Mr. Mazur. There is a wide range of effective tax rates in
the United States from very low to very high.
Senator Levin. So that many corporations, including many of
our most profitable corporations, pay no taxes. Is that
correct?
Mr. Mazur. I cannot answer the exact number, sir.
Senator Levin. I did not say exact----
Mr. Mazur. Even----
Senator Levin. I said ``many.''
Mr. Mazur. There are several million corporations in the
United States, many of which are very small, those pay no tax.
So that is true----
Senator Levin. I was talking about our most profitable.
Mr. Mazur. The larger ones----
Senator Levin.

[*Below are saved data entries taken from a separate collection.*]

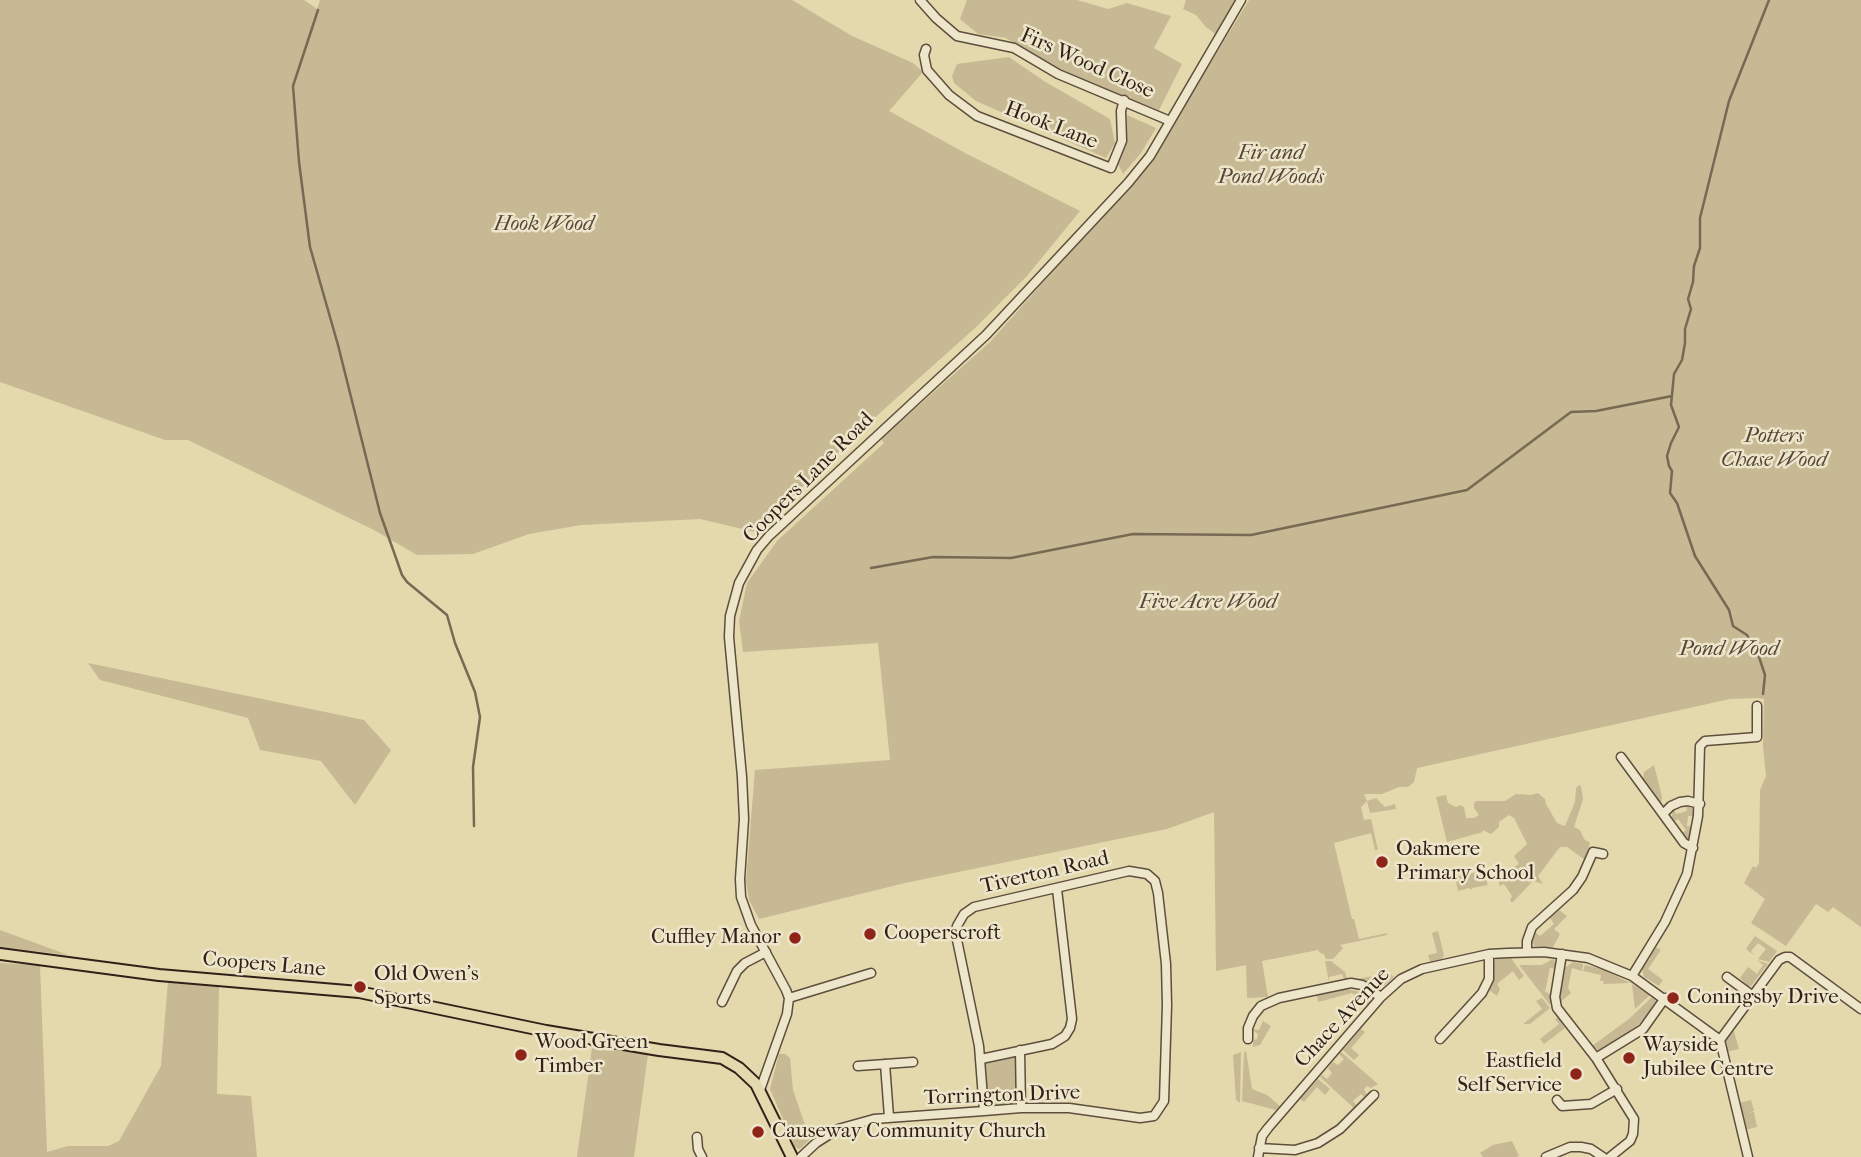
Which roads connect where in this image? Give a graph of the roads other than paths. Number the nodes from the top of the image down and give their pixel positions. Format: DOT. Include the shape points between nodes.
graph roads {
  1 [pos="920,0"];
  2 [pos="1241,0"];
  3 [pos="926,49"];
  4 [pos="1124,100"];
  5 [pos="1170,121"];
  6 [pos="1757,706"];
  7 [pos="1621,757"];
  8 [pos="1699,804"];
  9 [pos="1663,814"];
  10 [pos="1693,848"];
  11 [pos="1603,854"];
  12 [pos="1057,889"];
  13 [pos="1158,893"];
  14 [pos="766,952"];
  15 [pos="1527,952"];
  16 [pos="0,954"];
  17 [pos="1489,954"];
  18 [pos="1562,954"];
  19 [pos="871,972"];
  20 [pos="1633,976"];
  21 [pos="1727,977"];
  22 [pos="1753,996"];
  23 [pos="1381,997"];
  24 [pos="789,998"];
  25 [pos="1665,998"];
  26 [pos="722,1002"];
  27 [pos="1861,1009"];
  28 [pos="1248,1039"];
  29 [pos="1440,1039"];
  30 [pos="1720,1040"];
  31 [pos="1020,1050"];
  32 [pos="1596,1058"];
  33 [pos="981,1059"];
  34 [pos="913,1062"];
  35 [pos="885,1064"];
  36 [pos="858,1066"];
  37 [pos="760,1090"];
  38 [pos="1617,1090"];
  39 [pos="1374,1095"];
  40 [pos="1557,1100"];
  41 [pos="1021,1108"];
  42 [pos="984,1111"];
  43 [pos="889,1117"];
  44 [pos="697,1137"];
  45 [pos="1258,1152"];
  46 [pos="702,1157"];
  47 [pos="792,1157"];
  48 [pos="801,1157"];
  49 [pos="1546,1157"];
  50 [pos="1603,1157"];
  51 [pos="1610,1157"];
  52 [pos="1748,1157"];
  1 -- 4 [label="street, Firs Wood Close" via="957,36 1014,48 1058,74"];
  2 -- 5 [label="street, Coopers Lane Road"];
  3 -- 4 [label="street, Hook Lane" via="926,70 977,116 1111,168 1122,141"];
  4 -- 5 [label="street, Firs Wood Close"];
  5 -- 14 [label="street, Coopers Lane Road" via="1128,183 986,335 769,536 745,570 734,598 729,637 744,819 740,879 747,917"];
  6 -- 8 [label="street" via="1757,737 1705,741 1700,746"];
  7 -- 9 [label="street"];
  8 -- 9 [label="street" via="1679,802"];
  8 -- 10 [label="street"];
  9 -- 10 [label="street"];
  10 -- 20 [label="street" via="1674,906"];
  11 -- 15 [label="street" via="1593,852 1573,890 1532,927"];
  12 -- 13 [label="street, Tiverton Road" via="1133,871 1151,877"];
  12 -- 31 [label="street" via="1070,1028 1059,1040"];
  12 -- 33 [label="street, Tiverton Road" via="974,907 957,926"];
  13 -- 41 [label="street, Torrington Drive" via="1167,1005 1164,1101 1159,1112 1140,1118 1069,1108"];
  14 -- 24 [label="street, Coopers Lane Road"];
  14 -- 26 [label="street" via="737,971"];
  15 -- 17 [label="street, Chace Avenue"];
  15 -- 18 [label="street, Chace Avenue"];
  16 -- 37 [label="main road, Coopers Lane" via="159,975 359,992 556,1033 722,1058 751,1077"];
  17 -- 23 [label="street, Chace Avenue" via="1410,973"];
  17 -- 29 [label="street" via="1489,979 1482,993"];
  18 -- 20 [label="street, Chace Avenue"];
  18 -- 32 [label="street" via="1556,1003"];
  19 -- 24 [label="street"];
  20 -- 25 [label="street, Chace Avenue"];
  21 -- 22 [label="street"];
  22 -- 27 [label="street" via="1779,960 1790,957"];
  22 -- 30 [label="street"];
  23 -- 28 [label="street" via="1351,984 1279,998 1261,1006 1253,1016"];
  23 -- 45 [label="street, Chace Avenue" via="1267,1129"];
  24 -- 37 [label="street"];
  25 -- 30 [label="street, Chace Avenue"];
  25 -- 32 [label="street" via="1643,1029"];
  30 -- 52 [label="street"];
  31 -- 33 [label="street"];
  31 -- 41 [label="street"];
  32 -- 38 [label="street"];
  33 -- 42 [label="street, Tiverton Road"];
  34 -- 35 [label="street"];
  35 -- 36 [label="street"];
  35 -- 43 [label="street"];
  37 -- 47 [label="main road"];
  38 -- 40 [label="street" via="1591,1104 1562,1106"];
  38 -- 51 [label="street" via="1634,1126 1630,1141"];
  39 -- 45 [label="street" via="1340,1129 1318,1143 1295,1150"];
  41 -- 42 [label="street, Torrington Drive"];
  42 -- 43 [label="street, Torrington Drive"];
  43 -- 48 [label="street, Torrington Drive" via="838,1129"];
  44 -- 46 [label="street"];
  49 -- 50 [label="street" via="1570,1147 1591,1149"];
}
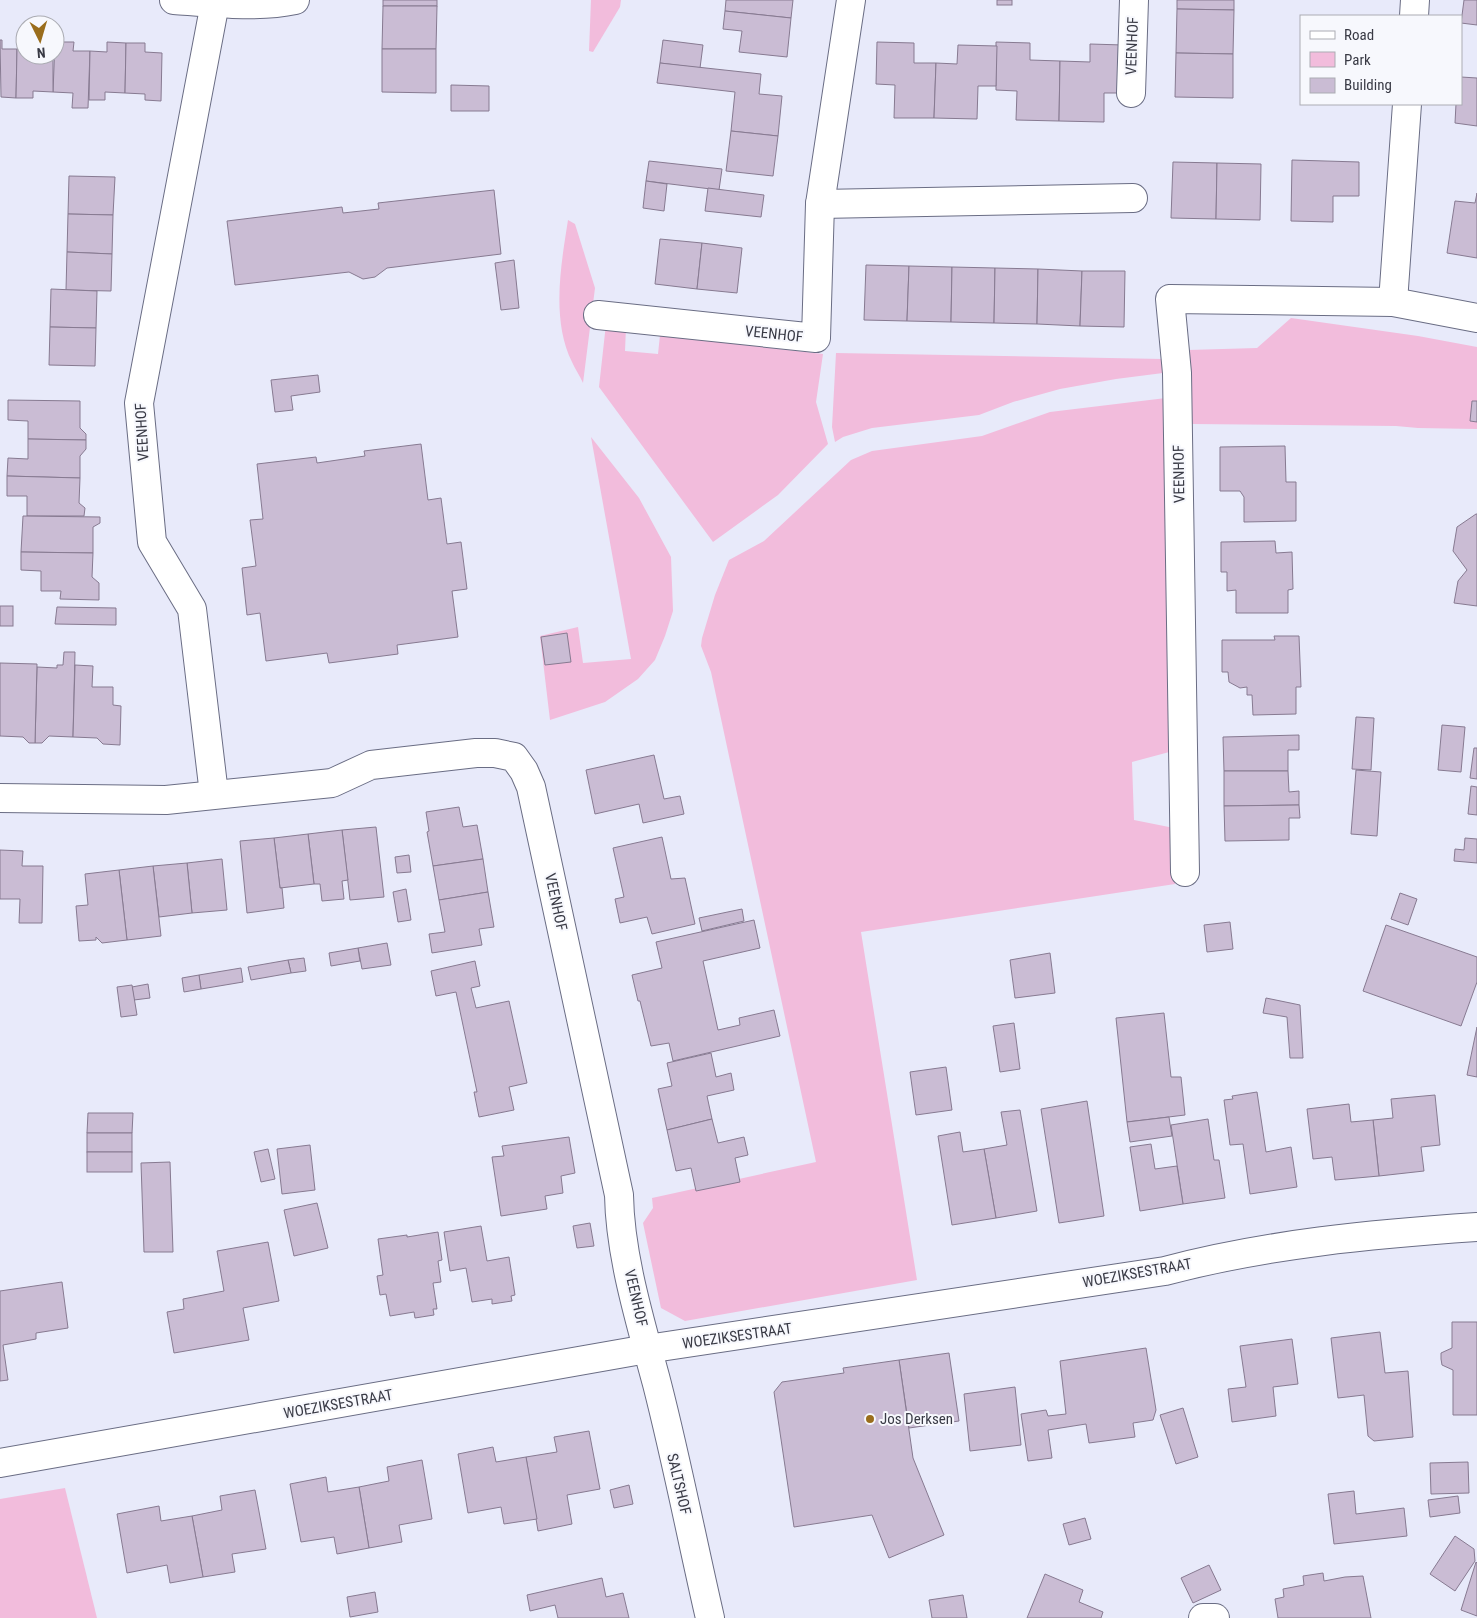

Have you seen the study that shows that 30
of our most profitable corporations over a period of 3 years
recently paid no taxes?
Mr. Mazur. I have seen that study, sir, yes.
Senator Levin. Do you----
Mr. Mazur. I think part of what you are seeing in a study
like that would be first the effect of the recession on
lowering profits for a number----
Senator Levin. No. I said ``highly profitable
corporations.''
Mr. Mazur. Lowering of profits for tax purposes----
Senator Levin. No. I said ``highly profitable
corporations.''
Mr. Mazur. Lowering of profits for tax purposes; and,
second, we had bonus expensing and--bonus depreciation and
expensing for a number of years, which would have reduced the
taxable income for those companies for those years. Presumably
that income gets picked up in the future when they are unable
to claim those depreciation deductions.
Senator Levin. All right. But you are familiar with that
study?
Mr. Mazur. I am familiar with the study, yes.
Senator Levin. And that study showed that those companies
had $160 billion in profits for those 3 years. Do you
remember----
Mr. Mazur. I do not remember that number, sir.
Senator Levin. All right. Mr. Mazur, is the transfer of
economic rights a way to shift tax liability?
Mr. Mazur. I think the transfer of economic rights
associated with intellectual property affects a number of
things, one of which is possibly shifting income and risk to
other places. Another is potentially shifting some potential
tax liability, yes.
Senator Levin. So that is one way of shifting tax
liability. Is that correct?
Mr. Mazur. Possible to do it that way, yes.
Senator Levin. What is the impact on U.S. tax revenue if
U.S. multinationals can enter into cost-sharing agreements with
offshore companies that they control and then direct most of
the profits to those offshore companies, most of their
worldwide profits to those offshore companies, and on top of
that, if they can use offshore companies that have no tax
residence anywhere, what is the effect on our revenue?
Mr. Mazur. I do not have the number for that exact fact
pattern, but as I noted in my testimony, the estimates for
profit shifting that come from academic economists who know
this, who have looked at it, range from somewhere below $10
billion a year to somewhere above $80 billion a year. There is
a wide range of estimates.
Senator Levin. Mr. Mazur, the Treasury might be able to fix
some of these problems if it would reform check-the-box,
develop regs making it easier for the IRS to go after shell
corporations that are used for tax avoidance, particularly
those that are not tax resident anywhere. It could stop
treating cost-sharing agreements that push money offshore as
acceptable arm's-length agreements or arrangements.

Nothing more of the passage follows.